THE TASK >>
From the entries underneath, give the number of lines holding the word "lane", without any other words.

MATERIAL FOR THIS TASK >>
****************************************

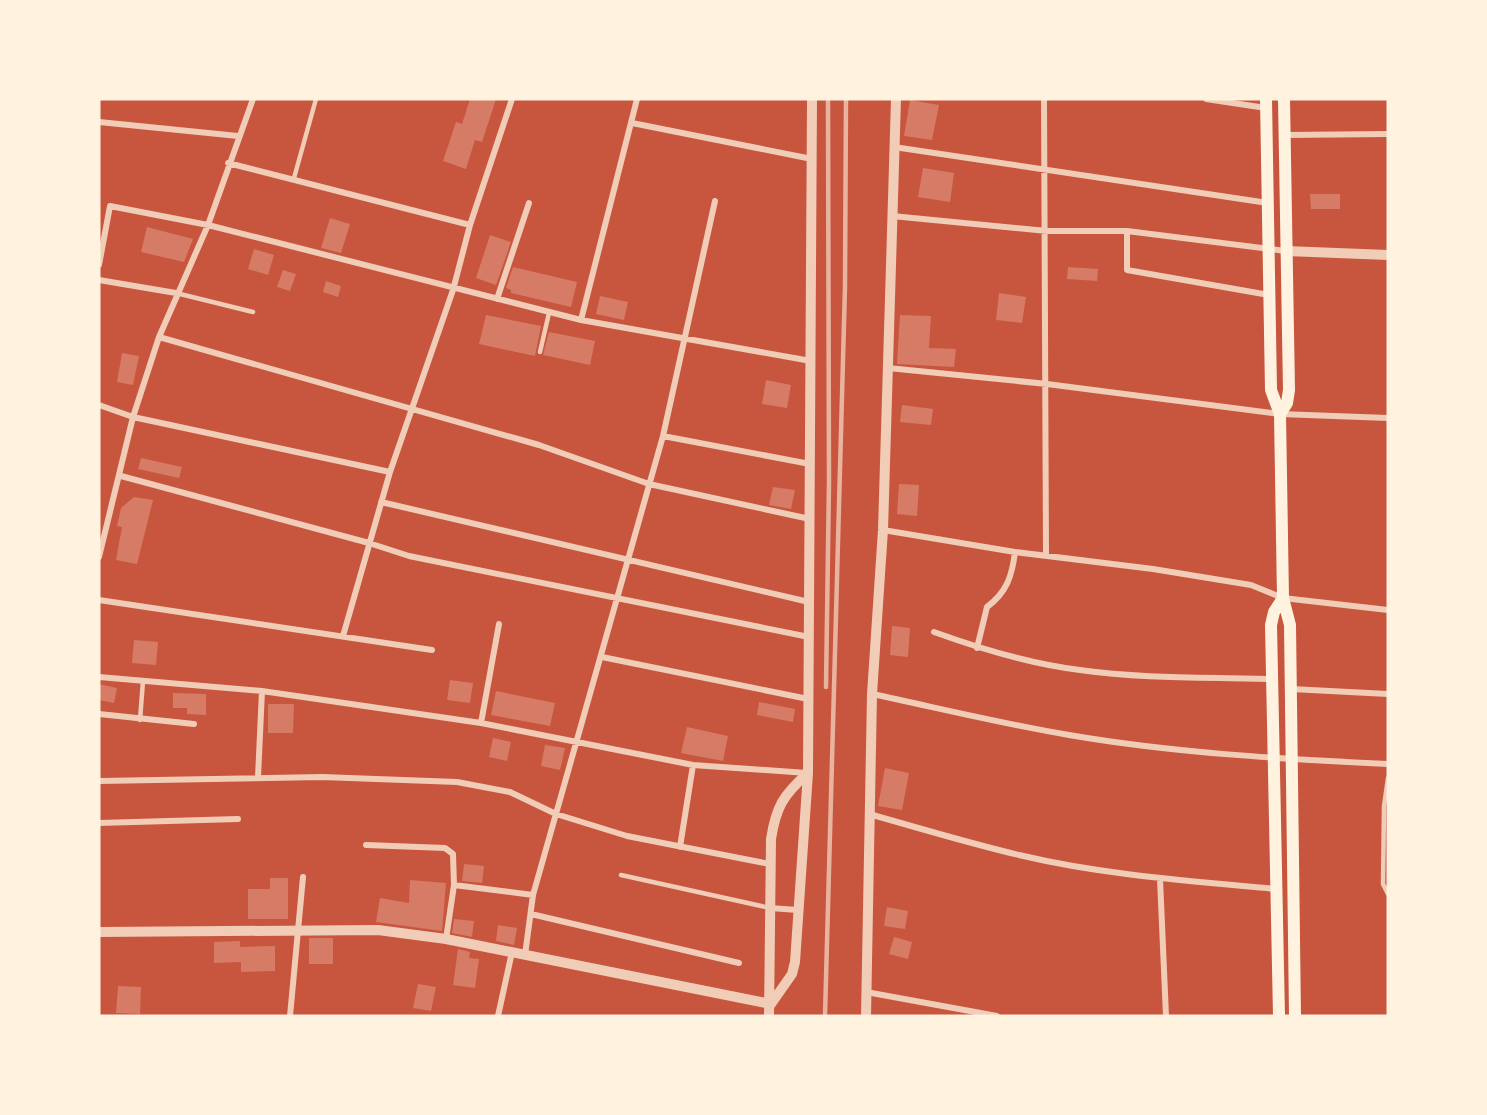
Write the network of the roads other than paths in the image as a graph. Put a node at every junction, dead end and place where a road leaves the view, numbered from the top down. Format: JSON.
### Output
{"nodes":[{"id":1,"x":254,"y":99,"type":"edge"},
{"id":2,"x":316,"y":99,"type":"edge"},
{"id":3,"x":512,"y":99,"type":"edge"},
{"id":4,"x":637,"y":99,"type":"edge"},
{"id":5,"x":812,"y":99,"type":"edge"},
{"id":6,"x":896,"y":99,"type":"edge"},
{"id":7,"x":1044,"y":99,"type":"edge"},
{"id":8,"x":1206,"y":99,"type":"edge"},
{"id":9,"x":1284,"y":99,"type":"edge"},
{"id":10,"x":1267,"y":104,"type":"edge"},
{"id":11,"x":99,"y":122,"type":"edge"},
{"id":12,"x":632,"y":123,"type":"junction"},
{"id":13,"x":1388,"y":134,"type":"edge"},
{"id":14,"x":1284,"y":135,"type":"junction"},
{"id":15,"x":238,"y":136,"type":"junction"},
{"id":16,"x":894,"y":147,"type":"junction"},
{"id":17,"x":812,"y":159,"type":"junction"},
{"id":18,"x":228,"y":163,"type":"junction"},
{"id":19,"x":1046,"y":172,"type":"junction"},
{"id":20,"x":294,"y":178,"type":"junction"},
{"id":21,"x":715,"y":201,"type":"dead end"},
{"id":22,"x":529,"y":202,"type":"dead end"},
{"id":23,"x":1268,"y":203,"type":"junction"},
{"id":24,"x":892,"y":216,"type":"junction"},
{"id":25,"x":208,"y":225,"type":"junction"},
{"id":26,"x":470,"y":225,"type":"junction"},
{"id":27,"x":1047,"y":231,"type":"junction"},
{"id":28,"x":1127,"y":231,"type":"junction"},
{"id":29,"x":1269,"y":250,"type":"junction"},
{"id":30,"x":1287,"y":251,"type":"junction"},
{"id":31,"x":100,"y":252,"type":"edge"},
{"id":32,"x":1388,"y":255,"type":"edge"},
{"id":33,"x":99,"y":265,"type":"edge"},
{"id":34,"x":99,"y":280,"type":"edge"},
{"id":35,"x":453,"y":290,"type":"junction"},
{"id":36,"x":176,"y":293,"type":"junction"},
{"id":37,"x":1269,"y":295,"type":"junction"},
{"id":38,"x":497,"y":299,"type":"junction"},
{"id":39,"x":253,"y":312,"type":"dead end"},
{"id":40,"x":549,"y":313,"type":"junction"},
{"id":41,"x":581,"y":320,"type":"junction"},
{"id":42,"x":159,"y":338,"type":"junction"},
{"id":43,"x":686,"y":340,"type":"junction"},
{"id":44,"x":540,"y":351,"type":"dead end"},
{"id":45,"x":811,"y":361,"type":"junction"},
{"id":46,"x":888,"y":368,"type":"junction"},
{"id":47,"x":1047,"y":384,"type":"junction"},
{"id":48,"x":99,"y":405,"type":"edge"},
{"id":49,"x":411,"y":409,"type":"junction"},
{"id":50,"x":1280,"y":414,"type":"junction"},
{"id":51,"x":133,"y":417,"type":"junction"},
{"id":52,"x":1388,"y":418,"type":"edge"},
{"id":53,"x":663,"y":436,"type":"junction"},
{"id":54,"x":810,"y":464,"type":"junction"},
{"id":55,"x":390,"y":472,"type":"junction"},
{"id":56,"x":121,"y":476,"type":"junction"},
{"id":57,"x":649,"y":484,"type":"junction"},
{"id":58,"x":381,"y":502,"type":"junction"},
{"id":59,"x":810,"y":519,"type":"junction"},
{"id":60,"x":883,"y":530,"type":"junction"},
{"id":61,"x":369,"y":543,"type":"junction"},
{"id":62,"x":1015,"y":552,"type":"junction"},
{"id":63,"x":1046,"y":555,"type":"junction"},
{"id":64,"x":99,"y":557,"type":"edge"},
{"id":65,"x":629,"y":561,"type":"junction"},
{"id":66,"x":618,"y":598,"type":"junction"},
{"id":67,"x":1283,"y":598,"type":"junction"},
{"id":68,"x":99,"y":600,"type":"edge"},
{"id":69,"x":809,"y":602,"type":"junction"},
{"id":70,"x":1388,"y":610,"type":"edge"},
{"id":71,"x":499,"y":624,"type":"dead end"},
{"id":72,"x":934,"y":632,"type":"dead end"},
{"id":73,"x":343,"y":636,"type":"junction"},
{"id":74,"x":809,"y":637,"type":"junction"},
{"id":75,"x":977,"y":648,"type":"junction"},
{"id":76,"x":432,"y":650,"type":"dead end"},
{"id":77,"x":602,"y":657,"type":"junction"},
{"id":78,"x":99,"y":677,"type":"edge"},
{"id":79,"x":1272,"y":679,"type":"junction"},
{"id":80,"x":143,"y":681,"type":"junction"},
{"id":81,"x":1291,"y":689,"type":"junction"},
{"id":82,"x":262,"y":692,"type":"junction"},
{"id":83,"x":872,"y":694,"type":"junction"},
{"id":84,"x":1388,"y":694,"type":"edge"},
{"id":85,"x":808,"y":699,"type":"junction"},
{"id":86,"x":99,"y":714,"type":"edge"},
{"id":87,"x":140,"y":720,"type":"junction"},
{"id":88,"x":481,"y":723,"type":"junction"},
{"id":89,"x":194,"y":724,"type":"dead end"},
{"id":90,"x":578,"y":742,"type":"junction"},
{"id":91,"x":1274,"y":758,"type":"junction"},
{"id":92,"x":1292,"y":760,"type":"junction"},
{"id":93,"x":1388,"y":764,"type":"edge"},
{"id":94,"x":693,"y":765,"type":"junction"},
{"id":95,"x":808,"y":774,"type":"junction"},
{"id":96,"x":258,"y":777,"type":"junction"},
{"id":97,"x":1388,"y":778,"type":"edge"},
{"id":98,"x":99,"y":781,"type":"edge"},
{"id":99,"x":556,"y":814,"type":"junction"},
{"id":100,"x":869,"y":814,"type":"junction"},
{"id":101,"x":238,"y":819,"type":"dead end"},
{"id":102,"x":99,"y":823,"type":"edge"},
{"id":103,"x":366,"y":846,"type":"dead end"},
{"id":104,"x":680,"y":847,"type":"junction"},
{"id":105,"x":770,"y":864,"type":"junction"},
{"id":106,"x":621,"y":875,"type":"dead end"},
{"id":107,"x":303,"y":877,"type":"dead end"},
{"id":108,"x":1160,"y":879,"type":"junction"},
{"id":109,"x":454,"y":885,"type":"junction"},
{"id":110,"x":1276,"y":889,"type":"junction"},
{"id":111,"x":1388,"y":894,"type":"edge"},
{"id":112,"x":533,"y":895,"type":"junction"},
{"id":113,"x":770,"y":908,"type":"junction"},
{"id":114,"x":798,"y":910,"type":"junction"},
{"id":115,"x":531,"y":914,"type":"junction"},
{"id":116,"x":298,"y":931,"type":"junction"},
{"id":117,"x":99,"y":932,"type":"edge"},
{"id":118,"x":446,"y":939,"type":"junction"},
{"id":119,"x":512,"y":952,"type":"junction"},
{"id":120,"x":525,"y":955,"type":"junction"},
{"id":121,"x":739,"y":963,"type":"dead end"},
{"id":122,"x":866,"y":992,"type":"junction"},
{"id":123,"x":771,"y":1004,"type":"junction"},
{"id":124,"x":290,"y":1016,"type":"edge"},
{"id":125,"x":498,"y":1016,"type":"edge"},
{"id":126,"x":771,"y":1016,"type":"edge"},
{"id":127,"x":866,"y":1016,"type":"edge"},
{"id":128,"x":997,"y":1016,"type":"edge"},
{"id":129,"x":1166,"y":1016,"type":"edge"},
{"id":130,"x":1279,"y":1016,"type":"edge"},
{"id":131,"x":1295,"y":1016,"type":"edge"}],
"edges":[{"from":1,"to":15,"type":"street"},
{"from":2,"to":20,"type":"lane"},
{"from":3,"to":26,"type":"street"},
{"from":4,"to":12,"type":"street"},
{"from":5,"to":17,"type":"street"},
{"from":6,"to":16,"type":"street"},
{"from":7,"to":19,"type":"street"},
{"from":8,"to":10,"type":"street"},
{"from":9,"to":14,"type":"main road"},
{"from":10,"to":23,"type":"main road"},
{"from":11,"to":15,"type":"street"},
{"from":12,"to":17,"type":"street"},
{"from":12,"to":41,"type":"street"},
{"from":13,"to":14,"type":"street"},
{"from":14,"to":30,"type":"main road"},
{"from":15,"to":18,"type":"street"},
{"from":16,"to":19,"type":"street"},
{"from":16,"to":24,"type":"street"},
{"from":17,"to":45,"type":"street"},
{"from":18,"to":20,"type":"street"},
{"from":18,"to":25,"type":"street"},
{"from":19,"to":23,"type":"street"},
{"from":19,"to":27,"type":"street"},
{"from":20,"to":26,"type":"street"},
{"from":21,"to":43,"type":"street"},
{"from":22,"to":38,"type":"street"},
{"from":23,"to":29,"type":"main road"},
{"from":24,"to":27,"type":"street"},
{"from":24,"to":46,"type":"street"},
{"from":25,"to":31,"type":"street"},
{"from":25,"to":35,"type":"street"},
{"from":25,"to":36,"type":"street"},
{"from":26,"to":35,"type":"street"},
{"from":27,"to":28,"type":"street"},
{"from":27,"to":47,"type":"street"},
{"from":28,"to":29,"type":"street"},
{"from":28,"to":37,"type":"street"},
{"from":29,"to":30,"type":"street"},
{"from":29,"to":37,"type":"main road"},
{"from":30,"to":32,"type":"street"},
{"from":30,"to":50,"type":"main road"},
{"from":31,"to":33,"type":"street"},
{"from":34,"to":36,"type":"street"},
{"from":35,"to":38,"type":"street"},
{"from":35,"to":49,"type":"street"},
{"from":36,"to":39,"type":"lane"},
{"from":36,"to":42,"type":"street"},
{"from":37,"to":50,"type":"main road"},
{"from":38,"to":40,"type":"street"},
{"from":40,"to":41,"type":"street"},
{"from":40,"to":44,"type":"lane"},
{"from":41,"to":43,"type":"street"},
{"from":42,"to":49,"type":"street"},
{"from":42,"to":51,"type":"street"},
{"from":43,"to":45,"type":"street"},
{"from":43,"to":53,"type":"street"},
{"from":45,"to":54,"type":"street"},
{"from":46,"to":47,"type":"street"},
{"from":46,"to":60,"type":"street"},
{"from":47,"to":50,"type":"street"},
{"from":47,"to":63,"type":"street"},
{"from":48,"to":51,"type":"street"},
{"from":49,"to":55,"type":"street"},
{"from":49,"to":57,"type":"street"},
{"from":50,"to":52,"type":"street"},
{"from":50,"to":67,"type":"main road"},
{"from":51,"to":55,"type":"street"},
{"from":51,"to":56,"type":"street"},
{"from":53,"to":54,"type":"street"},
{"from":53,"to":57,"type":"street"},
{"from":54,"to":59,"type":"street"},
{"from":55,"to":58,"type":"street"},
{"from":56,"to":61,"type":"street"},
{"from":56,"to":64,"type":"street"},
{"from":57,"to":59,"type":"street"},
{"from":57,"to":65,"type":"street"},
{"from":58,"to":61,"type":"street"},
{"from":58,"to":65,"type":"street"},
{"from":59,"to":69,"type":"street"},
{"from":60,"to":62,"type":"street"},
{"from":60,"to":83,"type":"street"},
{"from":61,"to":66,"type":"street"},
{"from":61,"to":73,"type":"street"},
{"from":62,"to":63,"type":"street"},
{"from":62,"to":75,"type":"street"},
{"from":63,"to":67,"type":"street"},
{"from":65,"to":66,"type":"street"},
{"from":65,"to":69,"type":"street"},
{"from":66,"to":74,"type":"street"},
{"from":66,"to":77,"type":"street"},
{"from":67,"to":70,"type":"street"},
{"from":67,"to":79,"type":"main road"},
{"from":67,"to":81,"type":"main road"},
{"from":68,"to":73,"type":"street"},
{"from":69,"to":74,"type":"street"},
{"from":71,"to":88,"type":"street"},
{"from":72,"to":75,"type":"street"},
{"from":73,"to":76,"type":"street"},
{"from":74,"to":85,"type":"street"},
{"from":75,"to":79,"type":"street"},
{"from":77,"to":85,"type":"street"},
{"from":77,"to":90,"type":"street"},
{"from":78,"to":80,"type":"street"},
{"from":79,"to":91,"type":"main road"},
{"from":80,"to":82,"type":"street"},
{"from":80,"to":87,"type":"lane"},
{"from":81,"to":84,"type":"street"},
{"from":81,"to":92,"type":"main road"},
{"from":82,"to":88,"type":"street"},
{"from":82,"to":96,"type":"street"},
{"from":83,"to":91,"type":"street"},
{"from":83,"to":100,"type":"street"},
{"from":85,"to":95,"type":"street"},
{"from":86,"to":87,"type":"street"},
{"from":87,"to":89,"type":"street"},
{"from":88,"to":90,"type":"street"},
{"from":90,"to":94,"type":"street"},
{"from":90,"to":99,"type":"street"},
{"from":91,"to":92,"type":"street"},
{"from":91,"to":110,"type":"main road"},
{"from":92,"to":93,"type":"street"},
{"from":92,"to":131,"type":"main road"},
{"from":94,"to":95,"type":"street"},
{"from":94,"to":104,"type":"street"},
{"from":95,"to":105,"type":"street"},
{"from":95,"to":114,"type":"street"},
{"from":96,"to":98,"type":"street"},
{"from":96,"to":99,"type":"street"},
{"from":97,"to":111,"type":"lane"},
{"from":99,"to":104,"type":"street"},
{"from":99,"to":112,"type":"street"},
{"from":100,"to":108,"type":"street"},
{"from":100,"to":122,"type":"street"},
{"from":101,"to":102,"type":"street"},
{"from":103,"to":109,"type":"street"},
{"from":104,"to":105,"type":"street"},
{"from":105,"to":113,"type":"street"},
{"from":106,"to":113,"type":"lane"},
{"from":107,"to":116,"type":"street"},
{"from":108,"to":110,"type":"street"},
{"from":108,"to":129,"type":"street"},
{"from":109,"to":112,"type":"street"},
{"from":109,"to":118,"type":"street"},
{"from":110,"to":130,"type":"main road"},
{"from":112,"to":115,"type":"street"},
{"from":113,"to":114,"type":"street"},
{"from":113,"to":123,"type":"street"},
{"from":114,"to":123,"type":"street"},
{"from":115,"to":120,"type":"street"},
{"from":115,"to":121,"type":"street"},
{"from":116,"to":117,"type":"street"},
{"from":116,"to":118,"type":"street"},
{"from":116,"to":124,"type":"street"},
{"from":118,"to":119,"type":"street"},
{"from":119,"to":120,"type":"street"},
{"from":119,"to":125,"type":"street"},
{"from":120,"to":123,"type":"street"},
{"from":122,"to":127,"type":"street"},
{"from":122,"to":128,"type":"street"},
{"from":123,"to":126,"type":"street"}]}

****************************************

SOLUTION TO THE PROBLEM >>
6